After several small supporting bits on the big screen and the odd ghost-written TV script, Joyce's career gained momentum from the late 1950's. She was seen in better productions, such as Billy Wilder's The Apartment (1960). Adept at dialects and mimicry, Joyce also made a name for herself on Tonight Starring Jack Paar (1957) with a ventriloquist act, featuring her 'alter ego', an imaginary dummy unsurprisingly named 'Marilyn' (the idea of being subsumed by this 'other personality', Joyce was said to have derived from the British horror classic Dead of Night (1945)). Reputedly still more uproarious, were her biting impersonations of Judy Garland, Grace Kelly, and, above all, Marlene Dietrich.
Joyce is most fondly remembered for the first of two 'cult' Gothic horrors she made for Roger Corman, loosely based on stories by Edgar Allan Poe. Tales of Terror (1962), finds her (in story number two, 'The Black Cat') as perpetually inebriated Peter Lorre's philandering wife Annabel, who suffers the ignominious fate of being entombed alive in a wine cellar, alongside paramour Vincent Price. Her performance on the way to that demise - at once funny and tragic - amply demonstrated her ability to hold her own in a leading role opposite such dominant personalities as Lorre and Price. She was quite good, too (and certainly very decorative) in her second outing for Corman, The Comedy of Terrors (1963) albeit in a more typical role as decrepit Boris Karloff's ditzy daughter, Amaryllis Trumbull.

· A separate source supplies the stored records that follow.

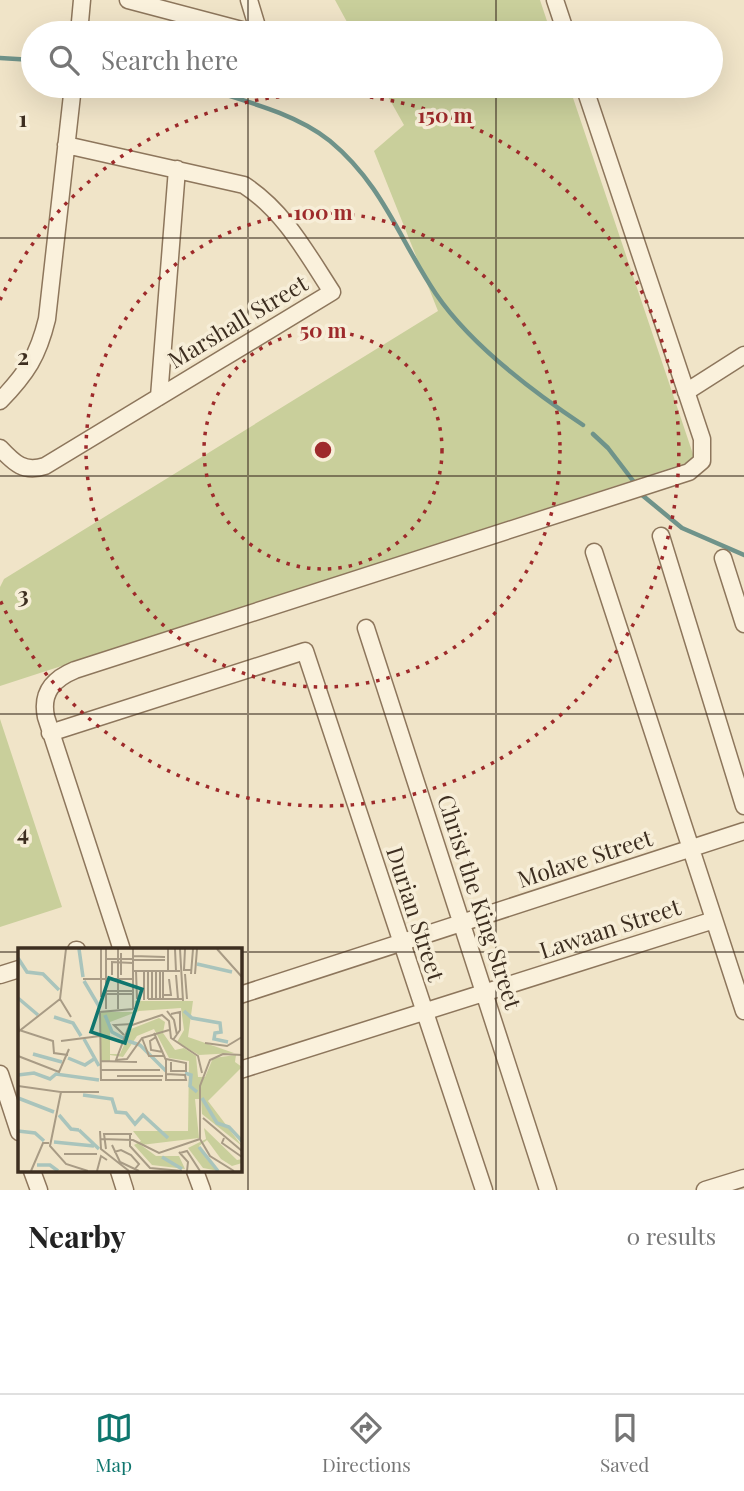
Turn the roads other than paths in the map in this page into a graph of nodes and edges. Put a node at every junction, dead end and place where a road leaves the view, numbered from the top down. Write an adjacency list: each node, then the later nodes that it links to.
1 (82, 0): 5 (street)
2 (128, 0): 6 (street)
3 (249, 0): 7 (street)
4 (555, 0): 8 (street)
5 (80, 21)
6 (208, 21)
7 (255, 21)
8 (562, 21)
9 (72, 98): 11 (street)
10 (588, 98): 14 (street)
11 (66, 145): 12 (street, Marshall Street); 16 (street)
12 (177, 169): 15 (street); 15 (street, Marshall Street)
13 (744, 355): 14 (street)
14 (686, 392): 23 (street)
15 (159, 397): 17 (street, Marshall Street)
16 (0, 401)
17 (0, 448)
18 (661, 536): 24 (street)
19 (594, 552): 26 (street)
20 (723, 558): 21 (street)
21 (744, 624)
22 (366, 628): 28 (street, Christ the King Street)
23 (50, 733): 29 (street, Durian Street); 30 (street)
24 (744, 806)
25 (744, 831): 26 (street, Molave Street)
26 (691, 849): 27 (street); 28 (street, Molave Street)
27 (714, 919): 33 (street, Lawaan Street); 36 (street)
28 (461, 923): 29 (street, Molave Street); 33 (street, Christ the King Street)
29 (401, 943): 34 (street, Molave Street); 35 (street, Durian Street)
30 (121, 948)
31 (18, 969): 32 (street)
32 (0, 975)
33 (484, 992): 35 (street, Lawaan Street); 48 (street, Christ the King Street)
34 (242, 994)
35 (423, 1011): 37 (street, Lawaan Street); 47 (street, Durian Street)
36 (744, 1011)
37 (242, 1069)
38 (0, 1074): 39 (street)
39 (18, 1129)
40 (32, 1172): 44 (street)
41 (119, 1172): 45 (street)
42 (195, 1172): 46 (street)
43 (744, 1178): 49 (street)
44 (39, 1190)
45 (125, 1190)
46 (202, 1190)
47 (484, 1190)
48 (548, 1190)
49 (705, 1190)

On television, Joyce had a recurring spot on The Andy Griffith Show (1960) and guested in many classic series, including westerns and science fiction, though her forte was almost certainly comedy. Unable to escape her typecasting, she rarely got the roles her acting talent undoubtedly merited, commenting with justifiable bitterness: "Everyone expects to cast me as the dumb or victimized blonde. After they interview me, I can just hear them say, 'Hey! She's intelligent, but what do you do with it?'" (The Pittsburgh Press, July 27,1958).